Here, an upward departure is warranted under the three-step review process to adequately reflect Defendant’s criminal history. First, excessive criminal history points and other criminal conduct may warrant a departure from the sentencing guidelines. Osborne, 948 F.2d at 212 (holding that 24 criminal history points was so high that even placement in category VI did not adequately reflect the seriousness of the defendant’s criminal past). Second, Defendant’s criminal history consisted of 25 criminal history points for 13 recorded offenses, which included both violent and non-violent felonies and misdemeanors. Defendant also had 7 felony motor vehicle habitual offender convictions and a state conviction for being a convicted felon in possession of a firearm. Third, imposing the statutory maximum of 120 months, instead of the guideline range of 84-110 months, was reasonable to adequately reflect the seriousness of Defendant’s conduct. Criminal history category VI requires only takes 13 criminal history points; Defendant had 25 criminal history points. Furthermore, the district court discerned a high probability of recidivism based on Defendant’s numerous offenses:
We want to do what is necessary to prevent danger to the public, and from the defendant’s record in this case, although he seems like a nice guy here, apparently he has got some bad associates and some real bad judgment on a repeat basis. That all goes to say that in light of the great likelihood of recidivism in the case, the proper penalty in this case under that analysis that we have gone through in the case is actually the ten years. I can understand — and it is not that much difference between 110 months and a 120. I think if it was the broader range, I would probably say, well, it shouldn’t be any more than ten years either. I know the cap is ten, but even if I was allowed to go up, I wouldn’t do it, I think that the proper penalty is in the middle of what the range would have been except, of course, we have a restricted range. And the reason is that at some point we don’t *588have a lot to say in terms of hoping to salvage the defendant. I hope we do. I hope your life turns around and we don’t have any more of these problems, but it is important that the public be protected.

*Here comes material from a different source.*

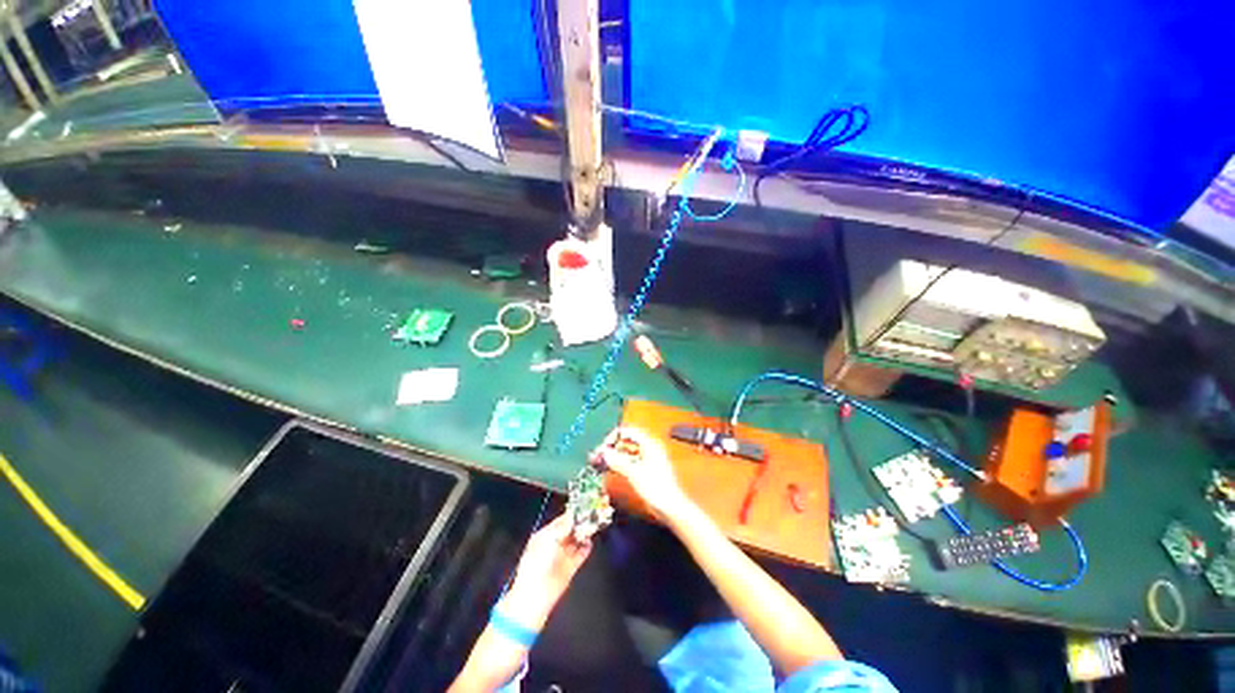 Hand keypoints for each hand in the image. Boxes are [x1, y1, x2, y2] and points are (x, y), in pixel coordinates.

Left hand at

Moreover, the district court followed the Sentencing Guidelines in departing from the guideline range. U.S.S.G. § 4A1.3 directs the district court to incrementally proceed through the sentencing table to the next level:
Where the court determines that the extent and nature of the defendant’s criminal history, taken together, are sufficient to warrant an upward departure from Criminal History Category VI, the court should structure the departure by moving incrementally down the sentencing table to the next higher offense level in Criminal History Category VI until it finds a guideline range appropriate to the case.
U.S.S.G. § 4A1.3; see United States v. Carr, 5 F.3d 986, 993-94 (6th Cir.1993); United States v. Pluta, 144 F.3d 968, 979 (6th Cir.1998); and Osborne, 948 F.2d at 212.
Here, the district court made a three-level increase in Defendant’s offense level resulting in a total offense level of 25, and a new sentencing range of 110-137 months. The statutory maximum capped the range at 120 months. After considering the intervening offense levels, the district court sentenced Defendant to 120 months of incarceration.
Accordingly, we AFFIRM the sentence of the district court.